**WHAT TO WORK ON**: Start at the top and transcribe every record through the final line exactly.

Collected data entries
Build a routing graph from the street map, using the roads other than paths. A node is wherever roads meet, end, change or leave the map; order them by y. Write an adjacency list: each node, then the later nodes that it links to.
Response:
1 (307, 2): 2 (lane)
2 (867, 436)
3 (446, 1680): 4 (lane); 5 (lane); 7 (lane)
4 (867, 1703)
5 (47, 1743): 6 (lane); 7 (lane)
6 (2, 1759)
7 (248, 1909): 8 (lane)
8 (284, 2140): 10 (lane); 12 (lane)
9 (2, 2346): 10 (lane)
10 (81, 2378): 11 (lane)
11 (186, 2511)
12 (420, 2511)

**FINISHED TASK**:
Build a routing graph from the street map, using the roads other than paths. A node is wherever roads meet, end, change or leave the map; order them by y. Write an adjacency list: each node, then the later nodes that it links to.
Response:
1 (307, 2): 2 (lane)
2 (867, 436)
3 (446, 1680): 4 (lane); 5 (lane); 7 (lane)
4 (867, 1703)
5 (47, 1743): 6 (lane); 7 (lane)
6 (2, 1759)
7 (248, 1909): 8 (lane)
8 (284, 2140): 10 (lane); 12 (lane)
9 (2, 2346): 10 (lane)
10 (81, 2378): 11 (lane)
11 (186, 2511)
12 (420, 2511)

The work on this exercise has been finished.